Flat cylinder

We compute a hysteresis loop as shown in figure 3.3 in the following way: initially, a magnetic field is applied in the simulation such that the magnetisation across the cylinder is homogeneous (see figure 3.4).

Figure 3.4: Overview of the cylindrical geometry (left) with the magnetisation (represented by the cones) in a high applied field (right). The rectangular surface on the right is a cut-plane through the sample, the colour of which reflects the scalar value of the in-plane $x-y$ angle.

Figure 3.5: Flat cylinder with homogeneous magnetisation (point $a$ in figure 3.3). The colour is representative of the in-plane $x$-$y$ angle. There is a small out-of-plane magnetisation shift due to demagnetising energy at the edges which is not present in a high applied field (figure 3.4)

Figure 3.6: The flower state and the onion state shown together in a cylinder of diameter 200nm and height 40nm in zero applied field. The flower state is shown by the coloured cut-plane ($xz$) and exists in the $x$-$z$ plane. The onion state is shown by monochrome streamlines which follow the magnetisation direction; this exists in the $x$-$y$ plane.

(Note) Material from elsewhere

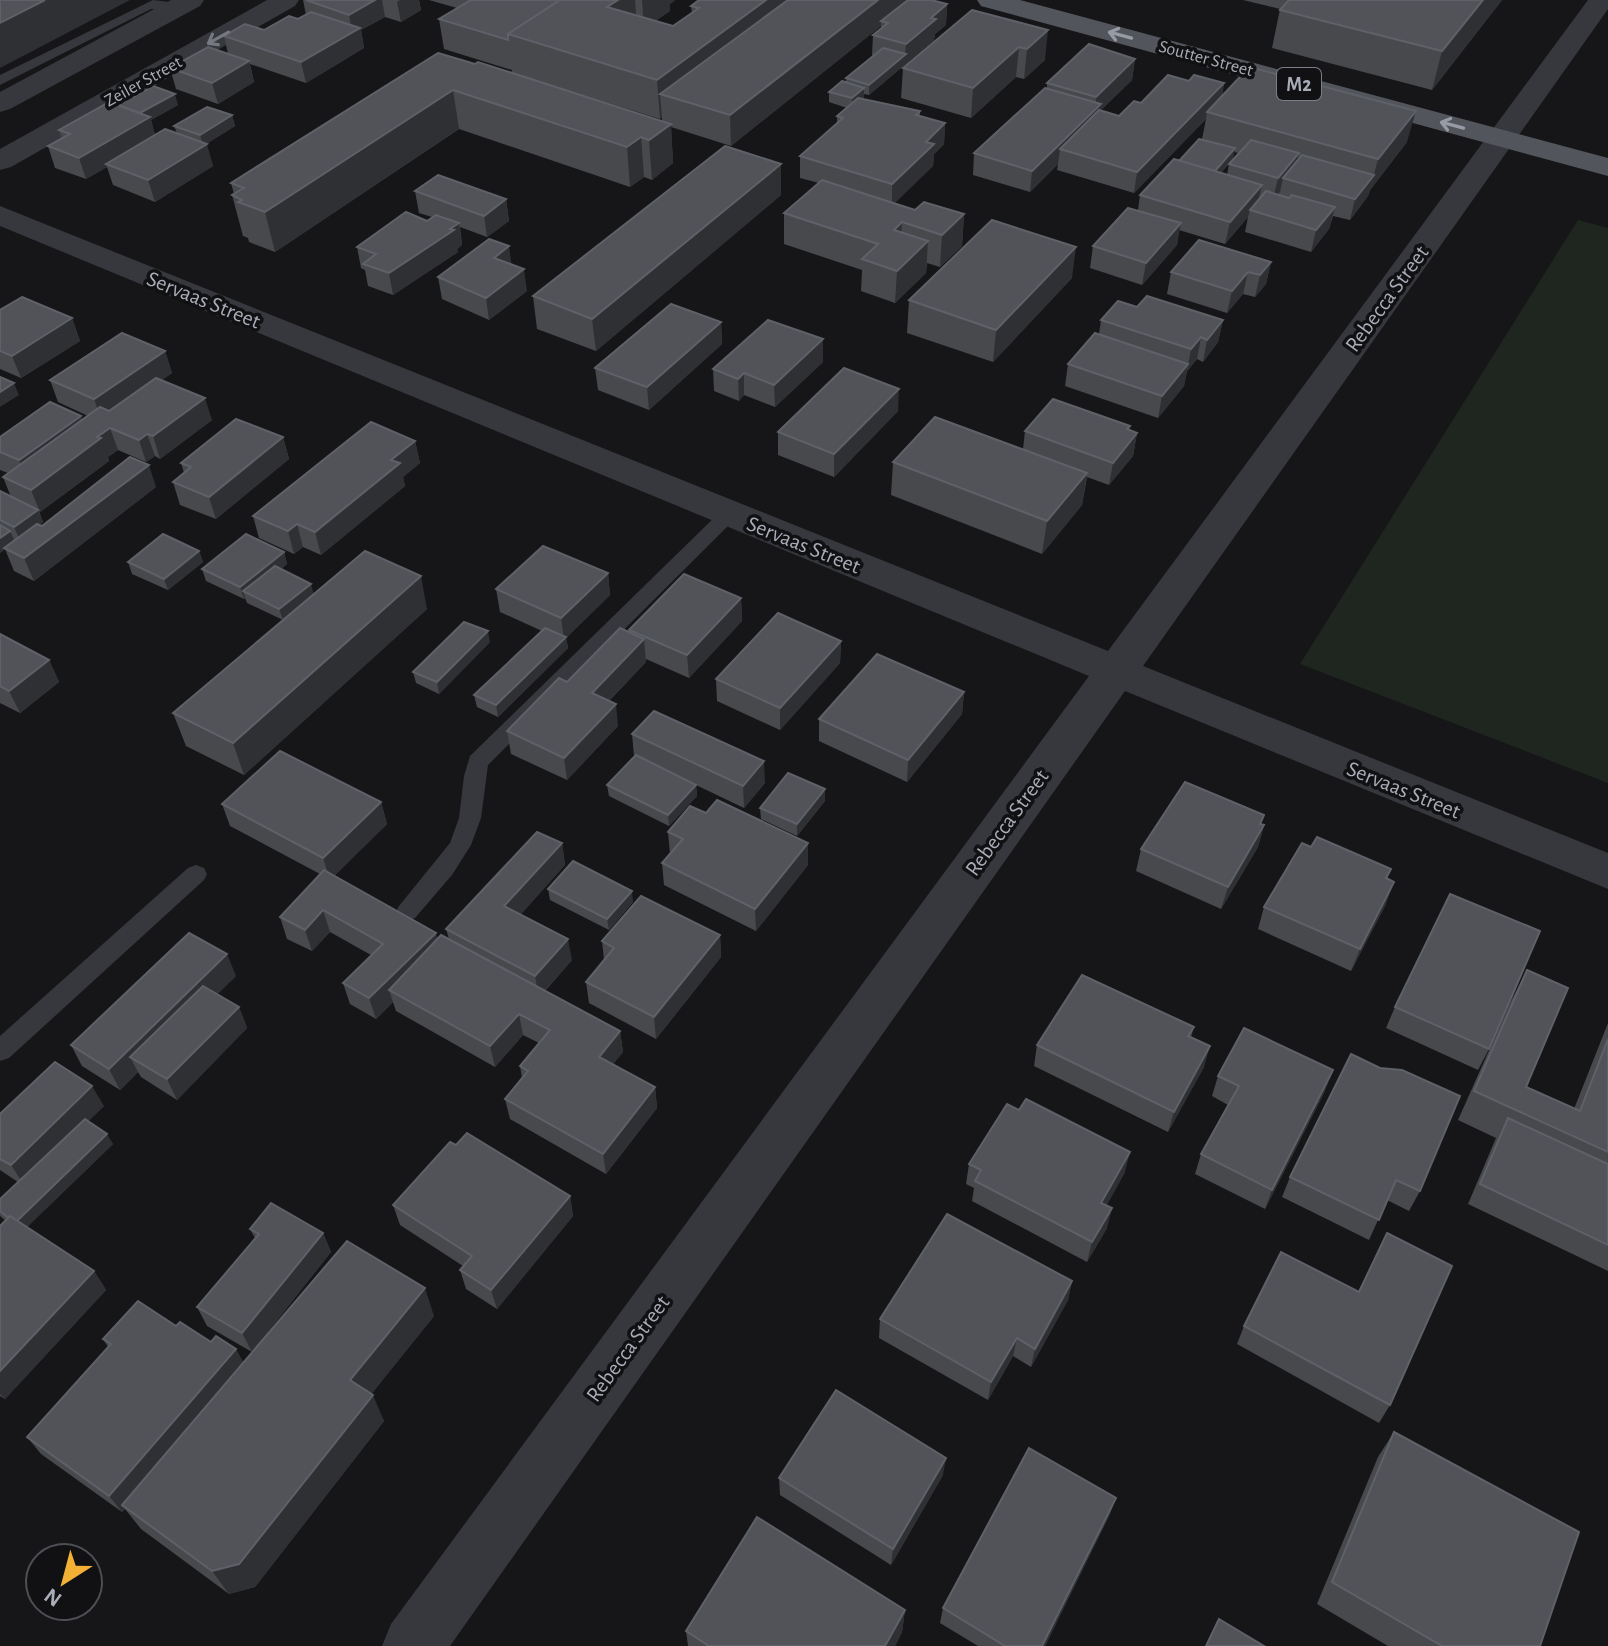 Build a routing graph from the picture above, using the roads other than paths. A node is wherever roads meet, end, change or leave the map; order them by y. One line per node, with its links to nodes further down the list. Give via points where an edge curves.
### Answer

For $B_x =$ 0mT (point $a$ in figure 3.3) the magnetisation appears roughly homogeneous (figure 3.5) but closer inspection (figure 3.6) reveals a slight out-of-plane magnetisation shift at either end of the sample due to a small contribution from the dipolar interaction. This can also be seen in figure 3.5 (Bertram, 1994), and overall an onion state occurs, present to minimise the dipolar surface charges (Ha et al., 2003); this is shown in figure 3.6, and the homogeneous magnetisation state at this point can be seen with a normalised colour scale in figure 3.5 and corresponds to point $a$ in figure 3.3.

As the applied field is reduced further a vortex forms in the $x$-$y$ plane (figure 3.7). Note that this vortex (point $b$ in figure 3.3) does not appear until after the applied field has passed zero; the vortex appears here as there is an energy barrier which it must first overcome. This results in the vortex forming slightly off-centre, so that when the vortex is created the magnetisation jumps from a high positive value to approximately $-0.1M_S$, where $M_s$ is the saturation magnetisation (see figure 3.5). The position of the core of the vortex is a reflection of the amount of magnetisation which is following the applied field to minimise the Zeeman energy.

As the field is further reduced, the core of the vortex can be seen to pass through the cylinder in the negative $y$ direction until $M_x = -0.7M_s$ (figure 3.8), corresponding to point $c$ in figure 3.3; at this point the core of the vortex is close to the edge of the cylinder and disappears with another increase in the magnitude of the applied magnetic field, leaving the magnetisation once more homogeneous in the direction of the applied field, which is the opposite situation to that in figure 3.5.

Figure 3.7: Flat cylinder entering the vortex state (point $b$ in figure 3.3). The direction of the cones corresponds to the direction of the magnetisation; their colour shows their angle in the $x$-$y$ plane -- yellow is 0$^\circ$ from +$x$, blue is 180$^\circ$ from +$x$. The translucent cutplane in $y$-$z$ shows the magnetisation pattern is consistent throughout the height, and the grey isosurface outlines the core of the vortex.

Figure 3.8: Flat cylinder just before leaving the vortex state (point $c$ in figure 3.3).

Taking a cylinder of diameter 200nm, we study the microstructures of the magnetisation which form for different heights of a cylinder between 5nm and 100nm. Using the technique outlined in section 2.7.2 we assign a uniform magnetisation in the $x$ direction, allow the system to relax in zero applied field, and make observations.

Figure 3.9: Height dependence of the remanent state in cylinders - vertical cutplanes in the $xz$ plane of a cylinder of diameter 200nm in zero applied field are shown. The images are (left) a cylinder of height 35nm, (centre) $h=$75nm and (right) $h=$85nm. The colour variation represents the $z$ component of the magnetisation.

$h$In geometry, the height of an object, usually measured along the $z$ axis

Figure 3.9 shows the flower state, clearly visible in the shorter cylinders; however as the height is increased, the dipolar energy exerts a greater influence, as in figure 3.6. The dipolar energy continues to exert more and more pressure on the cylinder to abandon its flower state in favour of a vortex -- at a height of 75nm the top and bottom of the cylinder are completely dominated by the magnetostatic energy. Increasing the height a little further from here to 80nm causes this structure to collapse and fall into the vortex state at zero field.

Figure 3.10: Phase diagram of the remanent magnetisation state for nickel cylinders of varying height and diameter

Figure 3.10 shows the reversal behaviour of nickel cylinders dependent on height and diameter. As height is increased, the single domain behaviour disappears and vortex reversal behaviour occurs; the same is true as the diameter is increased.